Seneca is inclined to agree with some philosophers that certain rivers of peculiar and inexplicable character were created along with the world, and he specially cites the Danube and Nile as examples, these vast streams being too remarkable to have had the same origin as other rivers. Accordingly he reserves the Nile for consideration in a later part of his volume (166). There is another kind of water which, with his Stoic brethren, he places at the beginning of the world--the great ocean and every sea that flows from it between the lands. Yet he found no place in any part of the treatise for a discussion of the phenomena of the ocean.

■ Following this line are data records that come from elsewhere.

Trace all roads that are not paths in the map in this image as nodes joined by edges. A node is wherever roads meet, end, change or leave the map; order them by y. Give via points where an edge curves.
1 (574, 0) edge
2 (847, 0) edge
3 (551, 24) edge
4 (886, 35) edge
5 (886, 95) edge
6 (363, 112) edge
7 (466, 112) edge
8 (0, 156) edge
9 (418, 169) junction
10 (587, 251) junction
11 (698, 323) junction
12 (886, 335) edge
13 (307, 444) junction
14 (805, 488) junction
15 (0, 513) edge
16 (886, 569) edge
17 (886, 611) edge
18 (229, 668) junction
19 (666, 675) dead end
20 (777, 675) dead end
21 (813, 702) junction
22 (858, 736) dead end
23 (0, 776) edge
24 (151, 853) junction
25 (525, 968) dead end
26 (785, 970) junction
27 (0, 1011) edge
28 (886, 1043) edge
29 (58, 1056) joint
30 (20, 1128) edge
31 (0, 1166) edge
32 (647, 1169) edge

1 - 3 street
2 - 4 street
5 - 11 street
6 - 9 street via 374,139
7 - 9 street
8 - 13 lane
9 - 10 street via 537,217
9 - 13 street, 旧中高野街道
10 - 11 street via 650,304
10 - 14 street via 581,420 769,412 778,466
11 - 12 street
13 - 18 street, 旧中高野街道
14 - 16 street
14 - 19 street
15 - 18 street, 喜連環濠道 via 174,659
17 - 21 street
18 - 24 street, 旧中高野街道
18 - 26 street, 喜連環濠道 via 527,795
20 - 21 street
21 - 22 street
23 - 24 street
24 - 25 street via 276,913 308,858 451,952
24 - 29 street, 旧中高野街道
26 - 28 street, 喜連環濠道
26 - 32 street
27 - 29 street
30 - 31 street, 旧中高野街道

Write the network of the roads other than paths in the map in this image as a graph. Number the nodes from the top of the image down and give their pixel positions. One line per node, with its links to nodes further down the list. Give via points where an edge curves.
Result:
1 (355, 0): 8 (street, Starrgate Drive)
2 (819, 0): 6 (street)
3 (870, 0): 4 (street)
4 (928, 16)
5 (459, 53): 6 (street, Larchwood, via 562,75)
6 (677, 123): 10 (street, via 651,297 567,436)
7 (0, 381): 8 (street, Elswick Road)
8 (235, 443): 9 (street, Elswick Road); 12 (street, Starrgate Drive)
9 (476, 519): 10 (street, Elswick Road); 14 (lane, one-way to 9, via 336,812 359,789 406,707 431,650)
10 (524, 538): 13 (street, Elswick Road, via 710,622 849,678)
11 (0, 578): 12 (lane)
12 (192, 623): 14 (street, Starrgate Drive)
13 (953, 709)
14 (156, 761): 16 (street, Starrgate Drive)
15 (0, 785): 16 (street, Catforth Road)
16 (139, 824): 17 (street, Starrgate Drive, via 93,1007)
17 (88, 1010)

The Book closes with a vivid description of the probable catastrophe by which the end of the world will be brought about. That the present condition of things will be swept away to make room for another and better race of men he assumes as a matter of certainty, and he tries to picture by what physical means the destruction will probably be effected. He is certain that it will be by no one agency, but that all the energies of the world will be called forth to compass the destruction of the human race, nothing being difficult to nature, especially when she is hurrying towards her end. The picture which is given of the progress of the great deluge forms by far the most striking piece of writing in the volume. It ends somewhat inartistically in some gibing criticism of a quotation from Ovid. But the poetic afflatus had not been quite quenched. The author immediately returns to the subject in the succeeding and final chapters, and after enumerating the different agencies that may be called out to effect the destruction of the world, he draws a lurid scene when a single day will see the burial of the whole human race.[114] After this act of divine wrath has been accomplished, the waters will disappear below ground, the sea will retire to its own abode, and on the renovated earth every animal will be created afresh, and a new race of men will be installed, ignorant of sin and born under better auspices.
[114] So Lucretius:
... maria ac terras caelumque-- una dies dabit exitio. --_De Rer. Nat._ v. 92, 94.